§ **How to complete this task**
Write down, unchanged, the entries from the first line through the line holding "0 #666f84) drop-shadow(-2px". Include no other line.

§ **Data supplied**
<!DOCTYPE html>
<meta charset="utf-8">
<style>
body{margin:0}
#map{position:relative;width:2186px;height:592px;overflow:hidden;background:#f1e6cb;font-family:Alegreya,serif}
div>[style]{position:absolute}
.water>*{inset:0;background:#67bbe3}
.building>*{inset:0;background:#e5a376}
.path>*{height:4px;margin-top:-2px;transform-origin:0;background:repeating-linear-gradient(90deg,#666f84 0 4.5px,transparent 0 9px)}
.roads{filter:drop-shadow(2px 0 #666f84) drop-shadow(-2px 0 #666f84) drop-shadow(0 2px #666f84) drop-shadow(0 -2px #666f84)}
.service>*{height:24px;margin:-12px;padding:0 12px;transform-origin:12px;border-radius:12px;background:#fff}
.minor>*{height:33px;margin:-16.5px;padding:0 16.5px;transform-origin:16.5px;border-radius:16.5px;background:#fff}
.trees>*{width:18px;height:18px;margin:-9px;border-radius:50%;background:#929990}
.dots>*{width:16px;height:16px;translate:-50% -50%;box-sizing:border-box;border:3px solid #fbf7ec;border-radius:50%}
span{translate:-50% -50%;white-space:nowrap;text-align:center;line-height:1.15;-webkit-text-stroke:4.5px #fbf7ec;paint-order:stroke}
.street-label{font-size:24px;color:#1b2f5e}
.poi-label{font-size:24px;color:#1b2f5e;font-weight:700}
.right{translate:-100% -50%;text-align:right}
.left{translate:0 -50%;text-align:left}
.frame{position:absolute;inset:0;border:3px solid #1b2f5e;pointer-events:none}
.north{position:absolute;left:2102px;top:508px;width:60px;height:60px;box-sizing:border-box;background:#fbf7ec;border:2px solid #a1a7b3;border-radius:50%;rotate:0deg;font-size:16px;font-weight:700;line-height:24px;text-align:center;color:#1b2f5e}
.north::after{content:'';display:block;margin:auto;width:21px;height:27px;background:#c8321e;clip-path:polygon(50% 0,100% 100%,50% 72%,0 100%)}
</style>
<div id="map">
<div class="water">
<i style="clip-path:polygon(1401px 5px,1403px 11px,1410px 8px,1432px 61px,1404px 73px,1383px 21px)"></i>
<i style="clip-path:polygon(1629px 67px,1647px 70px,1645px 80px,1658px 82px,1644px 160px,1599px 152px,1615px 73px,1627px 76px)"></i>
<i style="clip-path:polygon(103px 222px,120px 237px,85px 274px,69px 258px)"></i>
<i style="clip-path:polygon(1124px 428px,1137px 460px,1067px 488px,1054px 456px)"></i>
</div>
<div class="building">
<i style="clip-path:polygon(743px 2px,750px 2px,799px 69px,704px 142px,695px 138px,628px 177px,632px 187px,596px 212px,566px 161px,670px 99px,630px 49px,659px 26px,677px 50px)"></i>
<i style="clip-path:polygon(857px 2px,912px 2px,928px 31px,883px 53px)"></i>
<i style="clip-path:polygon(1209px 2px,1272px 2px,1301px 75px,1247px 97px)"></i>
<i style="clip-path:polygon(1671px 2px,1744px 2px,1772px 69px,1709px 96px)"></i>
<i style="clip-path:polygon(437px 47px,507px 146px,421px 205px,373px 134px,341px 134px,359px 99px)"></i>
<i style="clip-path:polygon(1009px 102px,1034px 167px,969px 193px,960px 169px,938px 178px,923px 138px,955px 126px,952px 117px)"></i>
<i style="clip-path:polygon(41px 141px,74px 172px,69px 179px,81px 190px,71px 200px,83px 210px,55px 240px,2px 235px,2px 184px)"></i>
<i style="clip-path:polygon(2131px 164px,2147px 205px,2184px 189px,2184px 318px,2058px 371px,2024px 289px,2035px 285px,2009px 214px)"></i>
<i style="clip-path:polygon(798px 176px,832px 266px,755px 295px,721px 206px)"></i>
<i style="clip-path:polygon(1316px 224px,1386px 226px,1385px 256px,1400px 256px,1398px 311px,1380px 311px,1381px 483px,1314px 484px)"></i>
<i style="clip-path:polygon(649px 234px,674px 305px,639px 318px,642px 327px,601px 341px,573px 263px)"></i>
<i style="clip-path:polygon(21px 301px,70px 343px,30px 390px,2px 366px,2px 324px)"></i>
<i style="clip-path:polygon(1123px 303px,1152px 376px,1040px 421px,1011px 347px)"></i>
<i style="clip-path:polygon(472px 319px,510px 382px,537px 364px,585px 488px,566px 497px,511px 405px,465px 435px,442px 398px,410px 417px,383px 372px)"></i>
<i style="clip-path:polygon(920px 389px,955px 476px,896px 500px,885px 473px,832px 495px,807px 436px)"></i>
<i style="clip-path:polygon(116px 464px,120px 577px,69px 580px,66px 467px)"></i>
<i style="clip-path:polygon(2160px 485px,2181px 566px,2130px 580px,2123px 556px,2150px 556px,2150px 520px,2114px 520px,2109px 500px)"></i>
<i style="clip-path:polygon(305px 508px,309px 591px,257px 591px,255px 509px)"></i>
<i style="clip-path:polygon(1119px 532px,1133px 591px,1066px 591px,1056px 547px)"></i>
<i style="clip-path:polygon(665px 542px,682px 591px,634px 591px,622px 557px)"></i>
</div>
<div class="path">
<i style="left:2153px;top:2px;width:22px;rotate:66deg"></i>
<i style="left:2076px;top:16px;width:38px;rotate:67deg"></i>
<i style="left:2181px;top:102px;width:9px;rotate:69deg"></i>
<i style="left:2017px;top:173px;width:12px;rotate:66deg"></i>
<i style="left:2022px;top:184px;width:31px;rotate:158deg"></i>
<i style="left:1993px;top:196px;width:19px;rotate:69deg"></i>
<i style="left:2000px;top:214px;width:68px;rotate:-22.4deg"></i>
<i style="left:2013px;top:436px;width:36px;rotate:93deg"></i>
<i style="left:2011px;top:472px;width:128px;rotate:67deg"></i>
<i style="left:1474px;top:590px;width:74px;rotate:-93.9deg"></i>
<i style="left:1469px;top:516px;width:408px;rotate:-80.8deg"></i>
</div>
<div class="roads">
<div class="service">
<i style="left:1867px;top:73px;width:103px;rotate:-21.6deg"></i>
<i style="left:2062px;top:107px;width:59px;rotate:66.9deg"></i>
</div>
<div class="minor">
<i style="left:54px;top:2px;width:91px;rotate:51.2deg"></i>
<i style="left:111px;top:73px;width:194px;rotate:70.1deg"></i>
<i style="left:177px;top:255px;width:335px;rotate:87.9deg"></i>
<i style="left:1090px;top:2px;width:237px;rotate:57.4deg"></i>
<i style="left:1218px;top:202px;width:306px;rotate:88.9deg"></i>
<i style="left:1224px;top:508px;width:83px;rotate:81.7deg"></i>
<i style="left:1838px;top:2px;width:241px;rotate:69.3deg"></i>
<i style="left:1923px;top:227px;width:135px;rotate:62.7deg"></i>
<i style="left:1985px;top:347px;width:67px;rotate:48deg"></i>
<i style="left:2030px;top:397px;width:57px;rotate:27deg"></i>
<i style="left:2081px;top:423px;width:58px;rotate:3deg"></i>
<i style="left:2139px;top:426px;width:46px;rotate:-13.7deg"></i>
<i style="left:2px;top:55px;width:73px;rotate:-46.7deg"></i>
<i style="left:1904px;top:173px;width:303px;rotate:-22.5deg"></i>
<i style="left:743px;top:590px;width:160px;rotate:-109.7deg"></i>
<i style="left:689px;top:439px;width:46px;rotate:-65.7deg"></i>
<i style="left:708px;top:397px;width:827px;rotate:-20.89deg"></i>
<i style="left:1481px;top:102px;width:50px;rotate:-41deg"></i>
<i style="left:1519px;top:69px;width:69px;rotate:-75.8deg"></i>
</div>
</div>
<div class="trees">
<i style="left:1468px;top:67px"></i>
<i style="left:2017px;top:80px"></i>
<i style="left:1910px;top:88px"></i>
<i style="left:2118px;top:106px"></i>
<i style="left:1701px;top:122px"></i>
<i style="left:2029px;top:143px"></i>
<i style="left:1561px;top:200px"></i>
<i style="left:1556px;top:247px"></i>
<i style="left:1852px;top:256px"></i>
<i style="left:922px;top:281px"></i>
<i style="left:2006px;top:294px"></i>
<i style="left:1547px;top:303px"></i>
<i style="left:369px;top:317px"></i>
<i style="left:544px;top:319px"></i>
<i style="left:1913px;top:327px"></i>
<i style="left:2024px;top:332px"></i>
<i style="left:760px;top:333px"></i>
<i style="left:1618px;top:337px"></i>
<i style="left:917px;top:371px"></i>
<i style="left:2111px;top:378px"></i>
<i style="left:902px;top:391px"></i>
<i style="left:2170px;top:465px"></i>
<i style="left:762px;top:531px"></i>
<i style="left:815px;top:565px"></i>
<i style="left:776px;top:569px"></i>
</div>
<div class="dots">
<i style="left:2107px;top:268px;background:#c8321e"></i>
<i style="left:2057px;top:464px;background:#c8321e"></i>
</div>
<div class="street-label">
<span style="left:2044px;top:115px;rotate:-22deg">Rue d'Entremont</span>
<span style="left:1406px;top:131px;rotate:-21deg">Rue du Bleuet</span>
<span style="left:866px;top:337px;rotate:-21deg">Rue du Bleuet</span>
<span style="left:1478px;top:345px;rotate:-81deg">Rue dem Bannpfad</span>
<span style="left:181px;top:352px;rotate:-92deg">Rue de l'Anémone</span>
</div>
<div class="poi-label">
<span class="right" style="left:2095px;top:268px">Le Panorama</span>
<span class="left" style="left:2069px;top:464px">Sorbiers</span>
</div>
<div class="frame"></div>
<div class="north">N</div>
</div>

§ **Solution to the exercise**
<!DOCTYPE html>
<meta charset="utf-8">
<style>
body{margin:0}
#map{position:relative;width:2186px;height:592px;overflow:hidden;background:#f1e6cb;font-family:Alegreya,serif}
div>[style]{position:absolute}
.water>*{inset:0;background:#67bbe3}
.building>*{inset:0;background:#e5a376}
.path>*{height:4px;margin-top:-2px;transform-origin:0;background:repeating-linear-gradient(90deg,#666f84 0 4.5px,transparent 0 9px)}
.roads{filter:drop-shadow(2px 0 #666f84) drop-shadow(-2px 0 #666f84) drop-shadow(0 2px #666f84) drop-shadow(0 -2px #666f84)}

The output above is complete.